C applications targeting Windows must provide their own C library with malloc and free (if they are using the "hosted implementation" features of C).

MSVCRT.DLL isn't the library "everyone" uses; just Microsoft programs, and some misguided freeware built with MinGW.

Even if ADVAPI32.DLL uses MSVCRT.DLL, it's not going to mistakenly call the malloc that you provide in your application; Windows DLL's don't even have that sort of global symbol resolution power.

I would be very surprised if any public API in ADVAPI32 returns a pointer that the application is required to directly free, or accept a pointer that the application must malloc. If that were the case, you'd have to attach to MSVCRT.DLL with LoadLibrary, look up those functions with GetProcAddress and call them that way.
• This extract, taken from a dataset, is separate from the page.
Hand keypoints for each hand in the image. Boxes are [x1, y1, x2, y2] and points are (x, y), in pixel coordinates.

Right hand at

Windows has non-malloc allocators for sharing memory that way among DLL's: the "Heap API" in KERNEL32. One component can HeapAlloc something which another can HeapFree: they have to agree on the same heap handle, though. You can use GetProcessHeap to get the default heap for the process.

It may be that the MSVCRT.DLL malloc uses this; or else it's based on VirtualAlloc directly.
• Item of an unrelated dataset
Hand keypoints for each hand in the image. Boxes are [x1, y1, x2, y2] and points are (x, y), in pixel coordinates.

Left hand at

> MSVCRT.DLL isn't the library "everyone" uses; just Microsoft programs, and some misguided freeware built with MinGW.

There's a third set of users: programs built with old enough versions of the Microsoft compiler. Before Microsoft decided that every single version of its C compiler should use a different C runtime (and much later they changed their mind again), all Microsoft C and C++ compilers linked their output with MSVCRT.DLL. In fact, that's probably the reason MinGW chose to use MSVCRT.DLL: to increase compatibility with the Microsoft compilers, by using the same C runtime.

MinGW chose MSVCRT.DLL because it meets the definition of "System Library" referred to in the GNU Public License. There is a special exception that GPLed programs can be linked to a proprietary, closed-source component if it is a system library; i.e. something always installed and always present on a certain type of system to which that program is ported. Without that, you couldn't have GNU utilities as replacements for Unix utilities on a proprietary Unix, linking with its libc.
> Before Microsoft decided that every single version of its C compiler should use a different C runtime (and much later they changed their mind again).

It is... not as simple as that[1]. MSVCRT itself is the fifth version of a Win32 C runtime, after CRTDLL (used to ship with the OS but no longer), MSVCRT10, MSVCRT20, and MSVCRT40. It’s just that both the toolchains linking with MSVCRT and the OSes shipping it (and nothing newer) endured for a very long time while Microsoft went on a collective .NET piligrimage.

Of course, “NT OS/2” started the same year ANSI C was ratified (and Win32 only a couple of years later), so some degree of flailing around was inevitable. But the MSVCRT Garden of Eden story is not true.

[1] http://www.malsmith.net/blog/visual-c-visual-history/

Our programs ship their DLL dependencies in their own installer anyway, like most others on Windows. Just ship your FOSS library with a CMake configuration and let the users build it with whatever runtime they want.